- EXERCISE -
Beginning with the first entry, restate the data word for word and leave out the images.

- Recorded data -
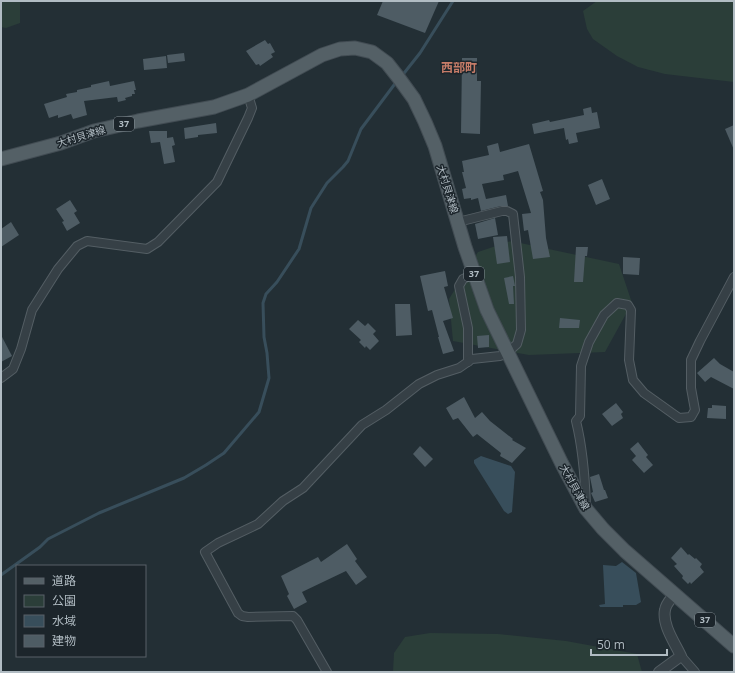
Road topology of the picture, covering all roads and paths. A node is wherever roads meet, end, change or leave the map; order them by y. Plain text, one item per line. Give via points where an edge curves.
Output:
1 (248, 95) junction
2 (1, 159) edge
3 (458, 222) junction
4 (474, 274) junction
5 (734, 277) edge
6 (508, 352) junction
7 (468, 362) junction
8 (1, 378) edge
9 (586, 509) junction
10 (675, 594) junction
11 (734, 646) edge
12 (681, 656) junction
13 (327, 672) edge
14 (659, 672) edge
15 (695, 672) edge

1 - 2 main road, 大村貝津線 / 37 via 214,107 94,131
1 - 3 main road, 大村貝津線 / 37 via 322,55 340,49 355,48 372,52 387,63 414,100 435,146
1 - 8 street via 252,108 217,182 158,242 147,249 87,241 77,246 58,269 32,310 22,350 13,369
3 - 4 main road, 大村貝津線 / 37
3 - 6 street via 502,211 512,214 520,277 521,330 517,344
4 - 6 main road, 大村貝津線 / 37 via 487,310
4 - 7 street via 463,279 459,286 468,328
5 - 9 street via 691,360 691,388 695,410 691,417 679,418 644,393 633,380 629,360 631,310 628,305 617,304 604,316 589,342 581,366 580,416 576,421 582,442
6 - 7 street
6 - 9 main road, 大村貝津線 / 37
7 - 13 street via 419,384 362,425 303,488 283,501 258,524 205,552 238,613 248,617 293,616
9 - 10 main road, 大村貝津線 / 37 via 625,551
10 - 11 main road, 大村貝津線 / 37
10 - 12 street via 668,601 665,610 666,625
12 - 14 street
12 - 15 street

- EXERCISE SOLUTION -
Road topology of the picture, covering all roads and paths. A node is wherever roads meet, end, change or leave the map; order them by y. Plain text, one item per line. Give via points where an edge curves.
Output:
1 (248, 95) junction
2 (1, 159) edge
3 (458, 222) junction
4 (474, 274) junction
5 (734, 277) edge
6 (508, 352) junction
7 (468, 362) junction
8 (1, 378) edge
9 (586, 509) junction
10 (675, 594) junction
11 (734, 646) edge
12 (681, 656) junction
13 (327, 672) edge
14 (659, 672) edge
15 (695, 672) edge

1 - 2 main road, 大村貝津線 / 37 via 214,107 94,131
1 - 3 main road, 大村貝津線 / 37 via 322,55 340,49 355,48 372,52 387,63 414,100 435,146
1 - 8 street via 252,108 217,182 158,242 147,249 87,241 77,246 58,269 32,310 22,350 13,369
3 - 4 main road, 大村貝津線 / 37
3 - 6 street via 502,211 512,214 520,277 521,330 517,344
4 - 6 main road, 大村貝津線 / 37 via 487,310
4 - 7 street via 463,279 459,286 468,328
5 - 9 street via 691,360 691,388 695,410 691,417 679,418 644,393 633,380 629,360 631,310 628,305 617,304 604,316 589,342 581,366 580,416 576,421 582,442
6 - 7 street
6 - 9 main road, 大村貝津線 / 37
7 - 13 street via 419,384 362,425 303,488 283,501 258,524 205,552 238,613 248,617 293,616
9 - 10 main road, 大村貝津線 / 37 via 625,551
10 - 11 main road, 大村貝津線 / 37
10 - 12 street via 668,601 665,610 666,625
12 - 14 street
12 - 15 street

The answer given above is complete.